9.    At the outset, it ought to be noted that Mr Fam, Mr Tan and Mr Maclean, unlike F & N, were not specifically referred to in the letter. I thus ruled that whether or not there is a sufficient nexus between Mr Fam, Mr Tan and Mr Maclean and the allegedly defamatory words in the letter is a question which should be determined at the trial. This is because extrinsic evidence would be required to show why they were also defamed in the letter and it is clear from the decision of the Court of Appeal in Microsoft Corporation & Ors v SM Summit Holdings Ltd & Anor [1999] 4 SLR 529, 555 that such evidence is not admissible in an application under O 14 r 12(1). However, in the case of F & N, I saw no reason why there could not be a determination of the natural and ordinary meaning of the allegedly defamatory words in the letter.

Principles for construing allegedly defamatory words

10.    What is meant by the term "natural and ordinary meaning of words" was explained by Lord Reid in Rubber Improvement Ltd v Daily Telegraph Ltd [1964] AC 234, 258 in the following succinct terms:

What the ordinary man would infer without special knowledge has generally been called the natural and ordinary meaning of the words. But that expression is rather misleading in that it conceals the fact that there are two elements in it. Sometimes it is not necessary to go beyond the words themselves, as where the plaintiff has been called a thief or a murderer. But more often the sting is not so much in the words themselves as in what the ordinary man will infer from them, and that is also regarded as part of their natural and ordinary meaning.

11.    The above passage was endorsed by the Court of Appeal in Microsoft Corporation & Ors v SM Summit Holdings Ltd & Anor [1999] 4 SLR 529, 556.

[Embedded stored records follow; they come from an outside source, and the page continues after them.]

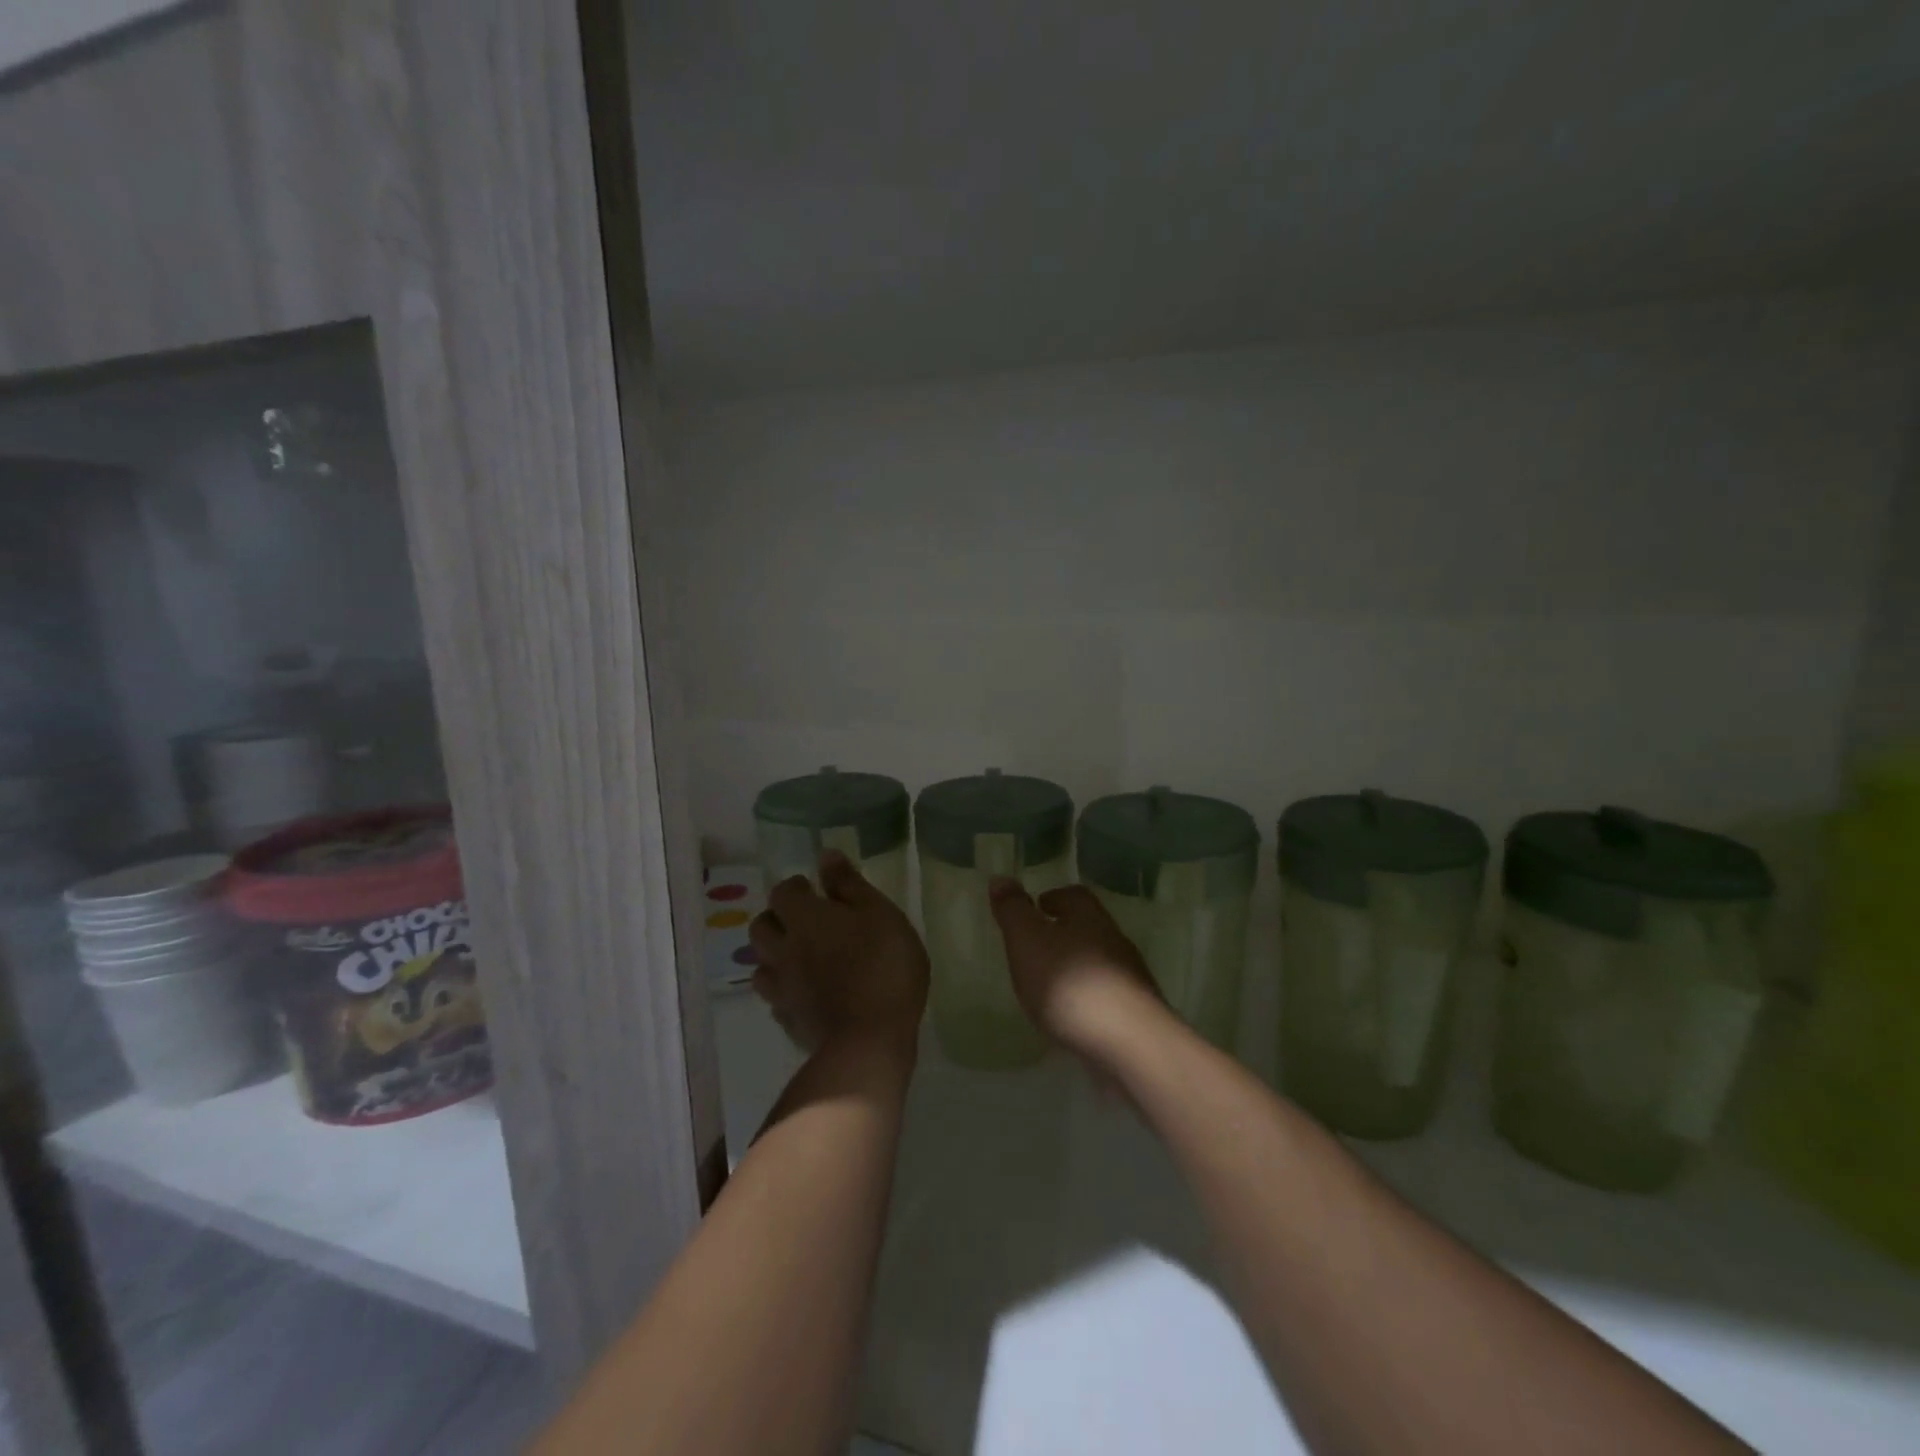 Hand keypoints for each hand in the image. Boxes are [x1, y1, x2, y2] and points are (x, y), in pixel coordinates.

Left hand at [750, 850, 928, 1053]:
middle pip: (761, 928)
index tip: (814, 888)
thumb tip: (825, 855)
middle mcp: (784, 951)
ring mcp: (784, 990)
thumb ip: (850, 884)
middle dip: (777, 918)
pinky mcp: (791, 1023)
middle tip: (804, 920)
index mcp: (805, 919)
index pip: (782, 893)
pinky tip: (805, 993)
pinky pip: (777, 1001)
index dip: (794, 888)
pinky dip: (786, 991)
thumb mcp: (880, 913)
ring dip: (774, 956)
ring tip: (800, 957)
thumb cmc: (883, 965)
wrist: (870, 1040)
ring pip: (761, 966)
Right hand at [987, 879, 1168, 1064]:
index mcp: (1088, 916)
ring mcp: (1129, 977)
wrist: (1128, 1042)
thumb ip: (1013, 910)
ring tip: (1048, 983)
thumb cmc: (1069, 982)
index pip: (1073, 895)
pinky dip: (1086, 996)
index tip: (1036, 906)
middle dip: (1064, 931)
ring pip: (1097, 960)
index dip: (1052, 897)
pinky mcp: (1134, 1012)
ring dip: (1075, 965)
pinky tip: (1071, 1014)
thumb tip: (1001, 878)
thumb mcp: (1027, 940)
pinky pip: (1105, 994)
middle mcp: (1113, 939)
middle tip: (1036, 944)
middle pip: (1088, 926)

12.    The principles for determining the natural and ordinary meaning of words are well known. In Microsoft Corporation & Ors v SM Summit Holdings Ltd & Anor, LP Thean JA summed up the position at p 555 as follows:

The court decides what meaning the words would have conveyed to an ordinary, reasonable person using his general knowledge and common sense: Jeyaretnam Joshua Benjamin v Goh Chok Tong [1984-1985] SLR 516; …. The test is an objective one: it is the natural and ordinary meaning as understood by an ordinary, reasonable person, not unduly suspicious or avid for scandal. The meaning intended by the maker of the defamatory statement is irrelevant. Similarly, the sense in which the words were actually understood by the party alleged to have been defamed is also irrelevant. Nor is extrinsic evidence admissible in construing the words. The meaning must be gathered from the words themselves and in the context of the entire passage in which they are set out. The court is not confined to the literal or strict meaning of the words, but takes into account what the ordinary, reasonable person may reasonably infer from the words. The ordinary, reasonable person reads between the lines.

Whether the letter defamed F & N

13.    At the outset, it ought to be reiterated that in an action for defamation, the plaintiff must establish that the offending words are defamatory of him. In Gatley on Libel and Slander, 9th ed, the position is stated at p 161 as follows:

To succeed in an action for defamation the plaintiff must not only prove that the defendant published the words and that they are defamatory: he must also identify himself as the person defamed.…

…. The question in all cases is whether the words might be understood by reasonable people to refer to the plaintiff, subject to the qualification that where the words are published to persons who have special knowledge the issue will be decided by reference to what reasonable persons possessing that knowledge would understand by them.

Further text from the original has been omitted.